----- Given records

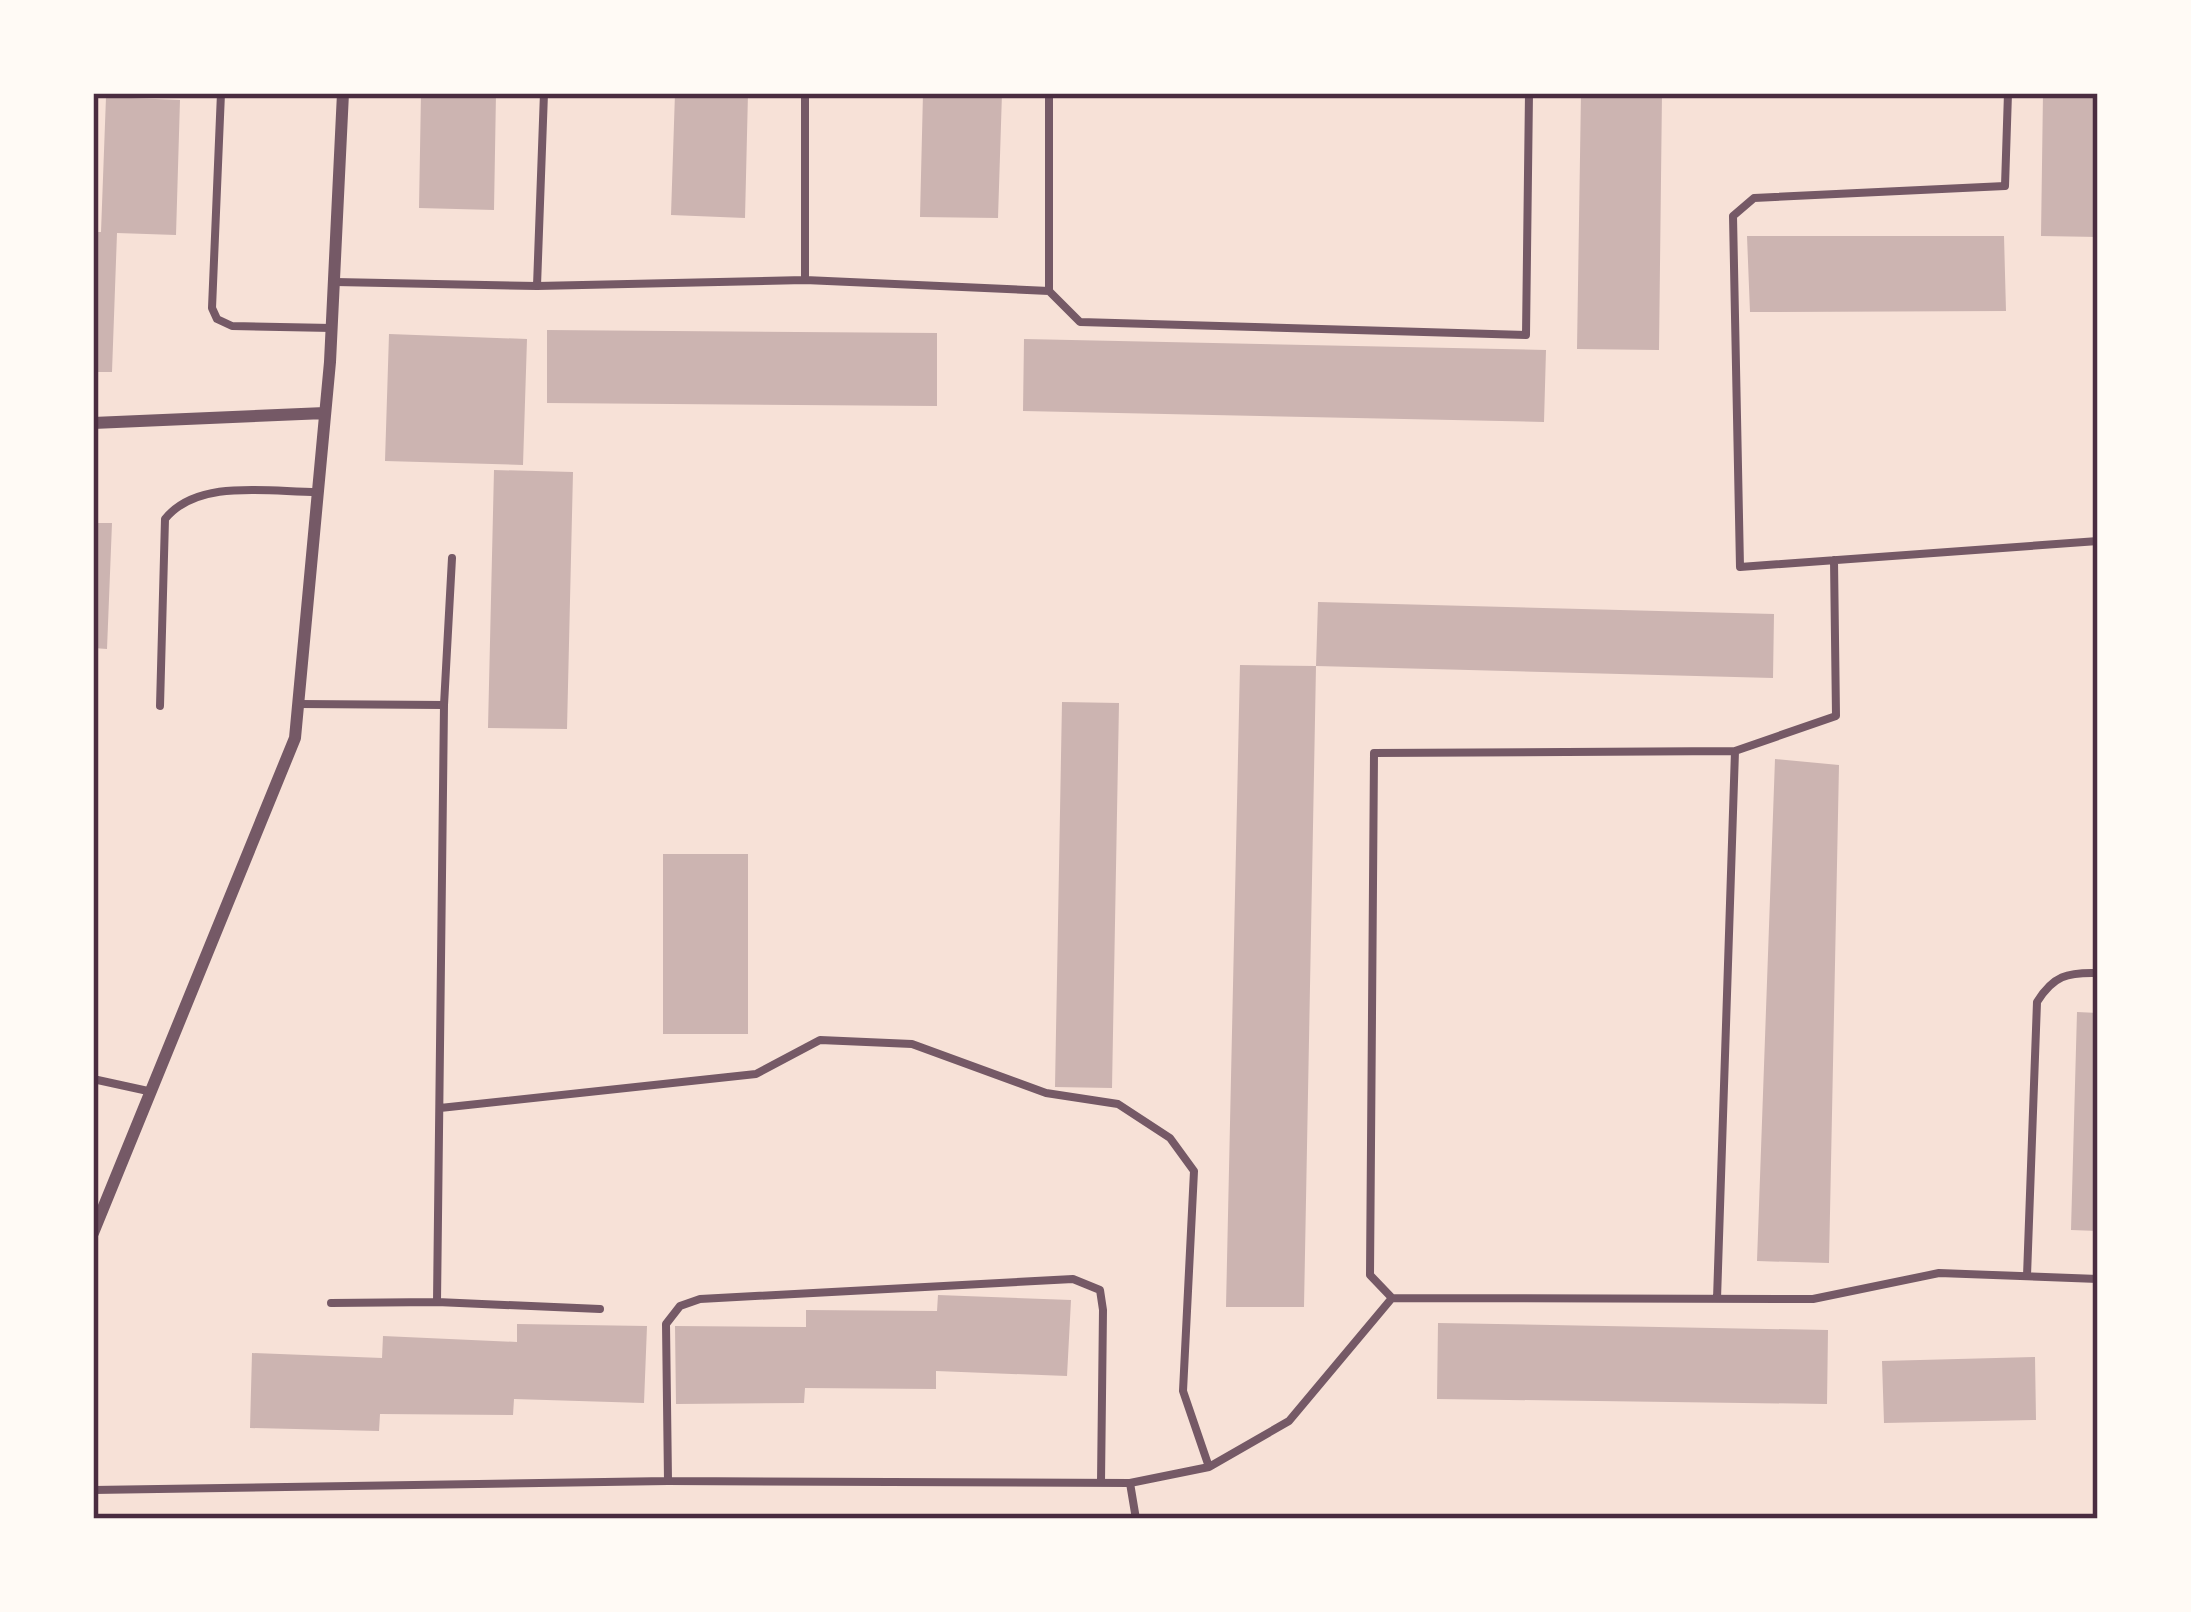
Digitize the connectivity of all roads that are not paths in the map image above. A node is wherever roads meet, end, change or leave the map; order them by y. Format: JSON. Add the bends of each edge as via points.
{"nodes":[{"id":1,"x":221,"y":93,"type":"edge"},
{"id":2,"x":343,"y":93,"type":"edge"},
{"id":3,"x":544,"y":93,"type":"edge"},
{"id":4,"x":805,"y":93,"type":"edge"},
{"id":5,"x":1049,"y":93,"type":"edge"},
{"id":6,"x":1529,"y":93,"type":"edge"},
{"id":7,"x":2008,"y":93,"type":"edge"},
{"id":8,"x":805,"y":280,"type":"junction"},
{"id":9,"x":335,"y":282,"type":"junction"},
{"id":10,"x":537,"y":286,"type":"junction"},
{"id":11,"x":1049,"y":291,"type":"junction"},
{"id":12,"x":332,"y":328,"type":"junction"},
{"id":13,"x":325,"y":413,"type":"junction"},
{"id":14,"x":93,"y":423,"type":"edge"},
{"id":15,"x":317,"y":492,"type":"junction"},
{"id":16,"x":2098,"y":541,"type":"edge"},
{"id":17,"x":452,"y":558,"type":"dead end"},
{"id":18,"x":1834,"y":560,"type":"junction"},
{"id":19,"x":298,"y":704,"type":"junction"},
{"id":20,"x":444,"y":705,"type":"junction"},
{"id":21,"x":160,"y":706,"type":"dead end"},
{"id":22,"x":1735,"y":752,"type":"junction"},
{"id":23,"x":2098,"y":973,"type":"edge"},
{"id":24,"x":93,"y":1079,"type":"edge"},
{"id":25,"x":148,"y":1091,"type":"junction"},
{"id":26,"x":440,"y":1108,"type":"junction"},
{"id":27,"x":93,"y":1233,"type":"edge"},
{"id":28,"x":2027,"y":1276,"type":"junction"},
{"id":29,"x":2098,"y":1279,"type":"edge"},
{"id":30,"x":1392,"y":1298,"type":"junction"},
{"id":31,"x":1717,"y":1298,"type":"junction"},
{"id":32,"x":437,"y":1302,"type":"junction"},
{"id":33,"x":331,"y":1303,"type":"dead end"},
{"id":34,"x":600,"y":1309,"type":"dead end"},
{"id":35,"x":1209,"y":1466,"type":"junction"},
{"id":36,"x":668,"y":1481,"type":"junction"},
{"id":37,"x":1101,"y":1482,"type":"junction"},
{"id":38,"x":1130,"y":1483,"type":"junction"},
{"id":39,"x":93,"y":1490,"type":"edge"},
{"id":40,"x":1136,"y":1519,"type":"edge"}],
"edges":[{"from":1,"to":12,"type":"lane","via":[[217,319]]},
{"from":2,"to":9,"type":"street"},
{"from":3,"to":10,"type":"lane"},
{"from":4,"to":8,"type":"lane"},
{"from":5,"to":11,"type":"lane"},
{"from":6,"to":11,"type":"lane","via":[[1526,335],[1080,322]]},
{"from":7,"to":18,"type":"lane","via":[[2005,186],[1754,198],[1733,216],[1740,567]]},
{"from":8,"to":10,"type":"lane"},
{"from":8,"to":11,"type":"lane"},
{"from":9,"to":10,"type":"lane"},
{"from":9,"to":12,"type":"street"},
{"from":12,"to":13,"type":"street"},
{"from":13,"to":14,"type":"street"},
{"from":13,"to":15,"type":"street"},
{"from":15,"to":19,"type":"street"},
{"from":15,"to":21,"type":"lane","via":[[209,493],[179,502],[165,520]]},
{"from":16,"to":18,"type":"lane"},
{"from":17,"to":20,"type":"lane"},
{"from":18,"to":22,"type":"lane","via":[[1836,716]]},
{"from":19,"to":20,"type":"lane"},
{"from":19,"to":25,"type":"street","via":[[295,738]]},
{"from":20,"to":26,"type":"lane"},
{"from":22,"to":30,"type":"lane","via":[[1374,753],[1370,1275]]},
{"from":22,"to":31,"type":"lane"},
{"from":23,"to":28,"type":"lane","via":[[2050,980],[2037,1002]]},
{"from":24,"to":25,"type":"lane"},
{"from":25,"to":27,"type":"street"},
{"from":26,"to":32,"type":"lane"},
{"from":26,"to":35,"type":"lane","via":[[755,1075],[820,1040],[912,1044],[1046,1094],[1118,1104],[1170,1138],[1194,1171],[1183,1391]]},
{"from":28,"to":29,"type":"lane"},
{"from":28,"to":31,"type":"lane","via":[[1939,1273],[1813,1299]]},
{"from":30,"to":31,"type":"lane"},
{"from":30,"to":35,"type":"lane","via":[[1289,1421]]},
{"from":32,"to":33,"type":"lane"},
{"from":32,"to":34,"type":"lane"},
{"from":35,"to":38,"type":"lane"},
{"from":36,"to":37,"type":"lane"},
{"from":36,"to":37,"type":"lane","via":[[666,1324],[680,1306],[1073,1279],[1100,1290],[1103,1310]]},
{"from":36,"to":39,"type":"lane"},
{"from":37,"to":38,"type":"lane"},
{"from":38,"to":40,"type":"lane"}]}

----------
----- Given records

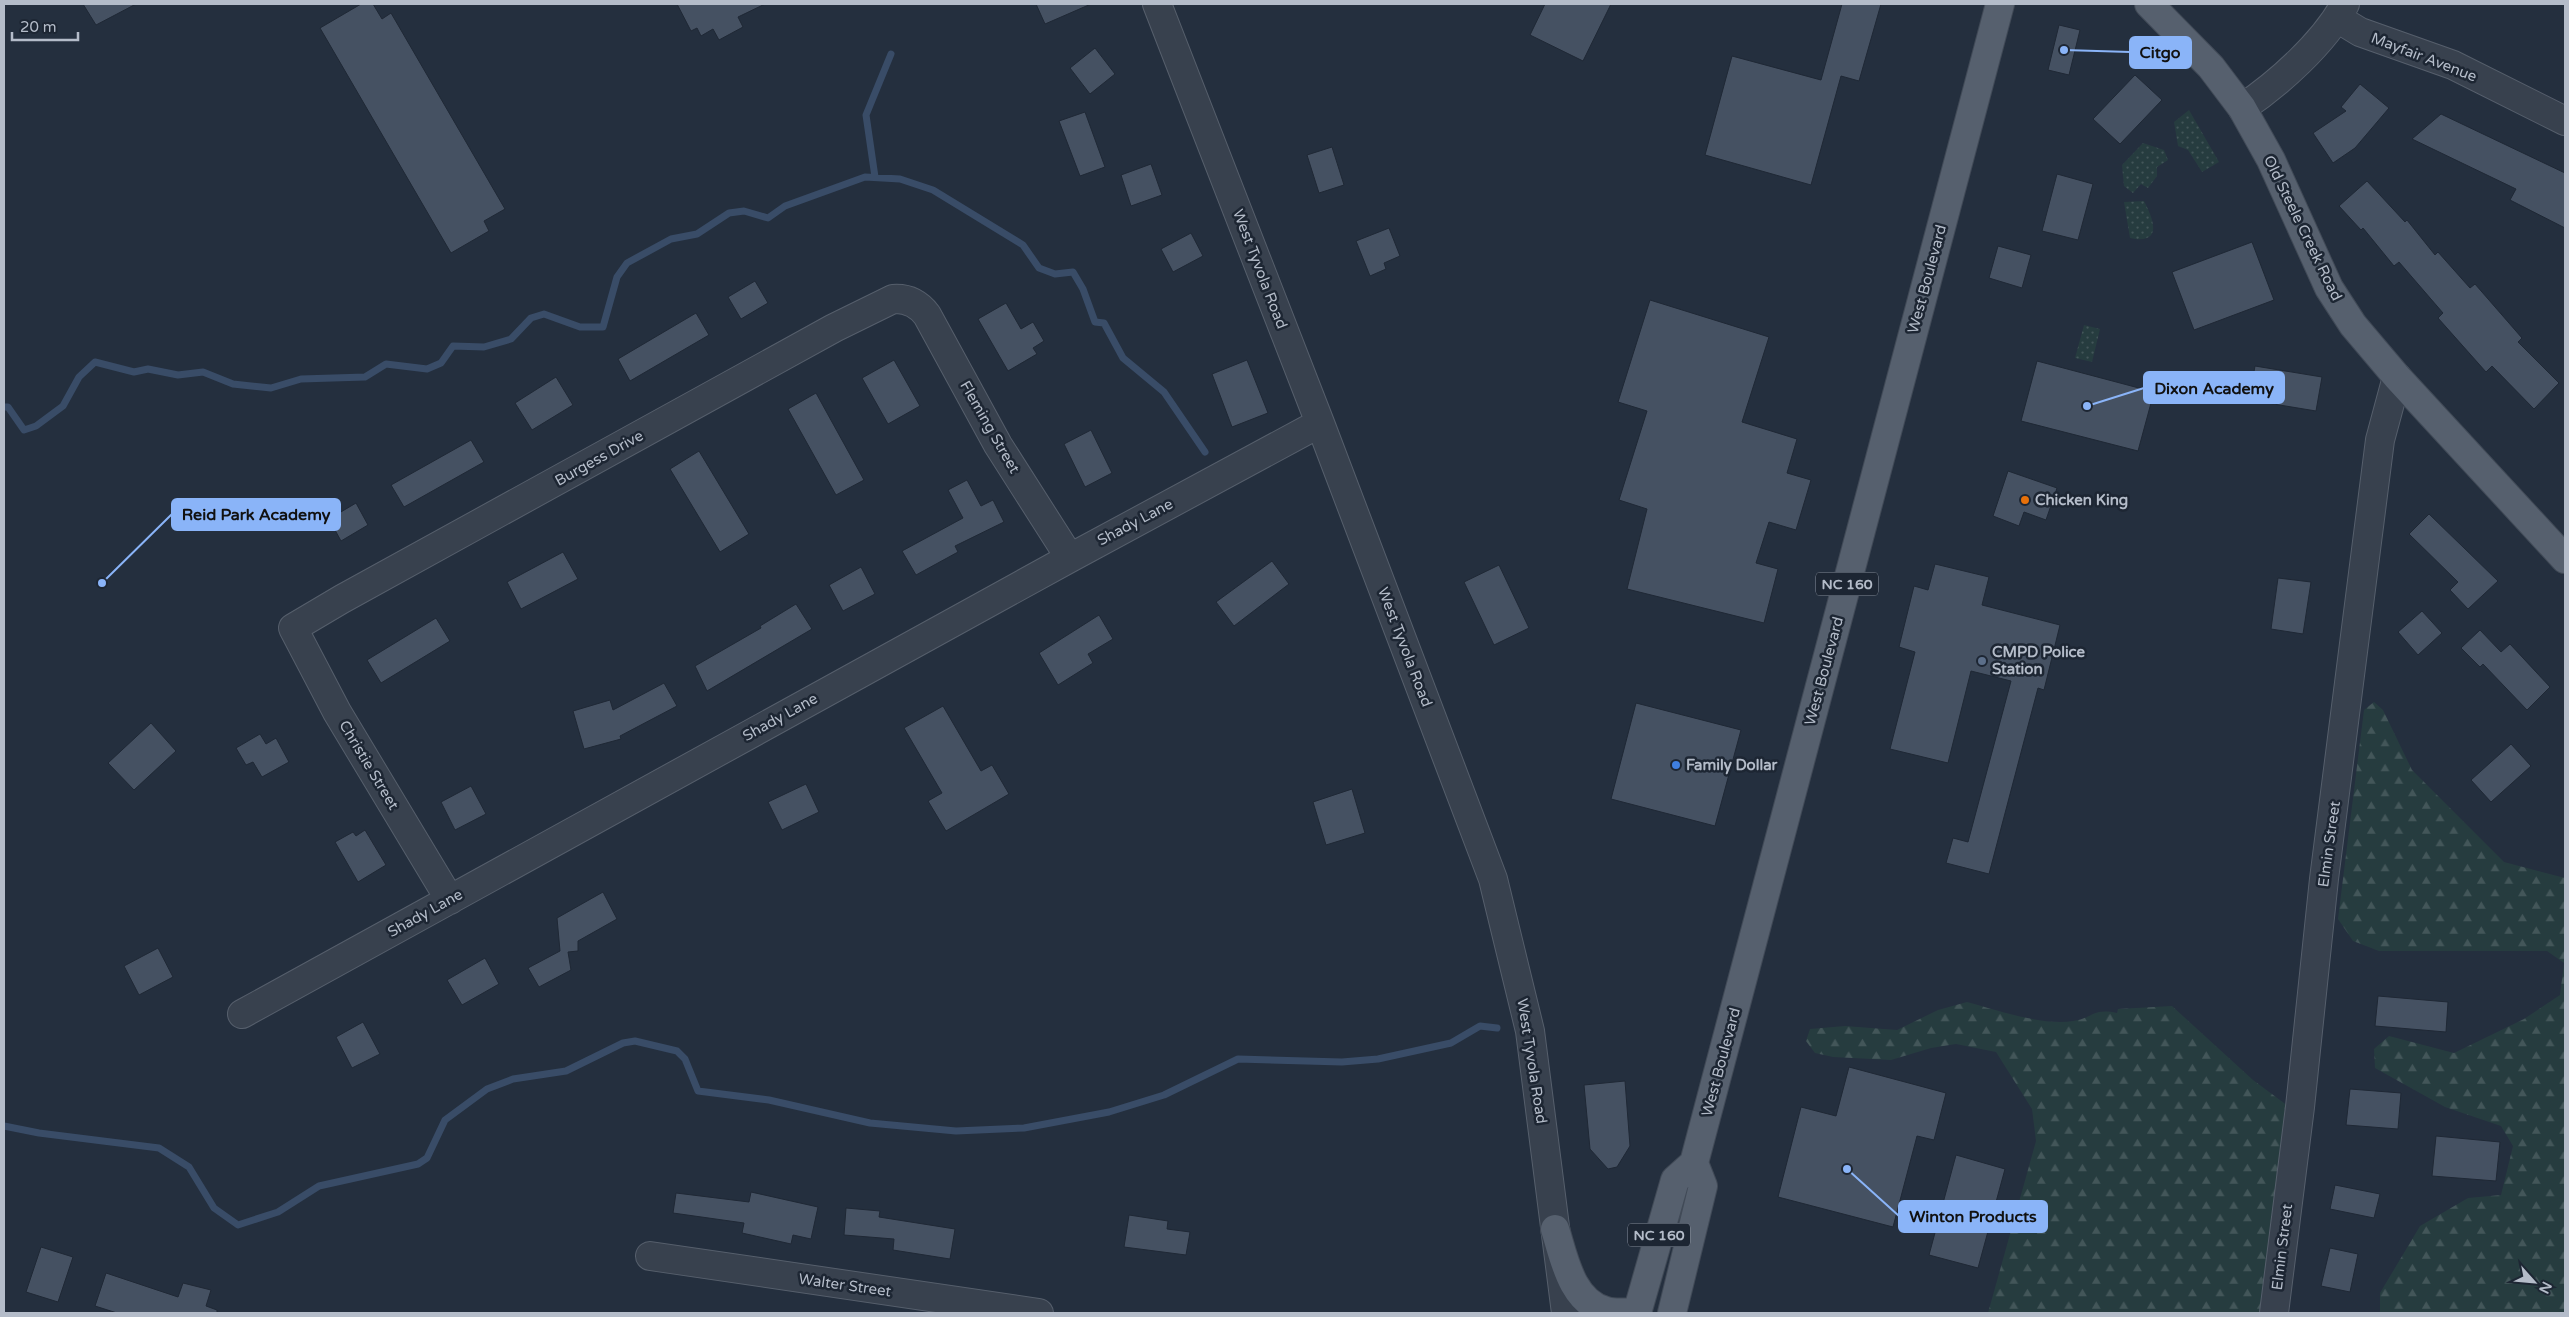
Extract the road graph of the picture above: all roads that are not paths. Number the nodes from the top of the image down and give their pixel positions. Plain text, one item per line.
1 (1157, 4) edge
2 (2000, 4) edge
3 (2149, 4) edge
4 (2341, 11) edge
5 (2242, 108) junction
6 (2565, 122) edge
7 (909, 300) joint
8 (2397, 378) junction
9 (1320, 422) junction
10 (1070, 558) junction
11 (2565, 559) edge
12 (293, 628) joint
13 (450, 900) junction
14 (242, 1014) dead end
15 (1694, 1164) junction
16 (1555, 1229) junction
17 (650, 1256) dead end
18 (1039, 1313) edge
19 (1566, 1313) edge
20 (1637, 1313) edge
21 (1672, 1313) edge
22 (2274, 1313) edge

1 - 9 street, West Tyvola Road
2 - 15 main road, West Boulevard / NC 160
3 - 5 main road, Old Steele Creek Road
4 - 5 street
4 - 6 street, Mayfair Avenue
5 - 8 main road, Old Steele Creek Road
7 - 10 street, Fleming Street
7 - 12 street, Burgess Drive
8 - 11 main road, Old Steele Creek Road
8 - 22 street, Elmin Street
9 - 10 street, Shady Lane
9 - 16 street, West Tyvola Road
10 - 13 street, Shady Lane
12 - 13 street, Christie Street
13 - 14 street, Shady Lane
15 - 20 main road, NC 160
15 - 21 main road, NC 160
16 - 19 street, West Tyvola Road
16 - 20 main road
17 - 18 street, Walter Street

----------

→ Problem description: Pull from the data each line where the string "that" turns up.

→ Final answer:
Digitize the connectivity of all roads that are not paths in the map image above. A node is wherever roads meet, end, change or leave the map; order them by y. Format: JSON. Add the bends of each edge as via points.
Extract the road graph of the picture above: all roads that are not paths. Number the nodes from the top of the image down and give their pixel positions. Plain text, one item per line.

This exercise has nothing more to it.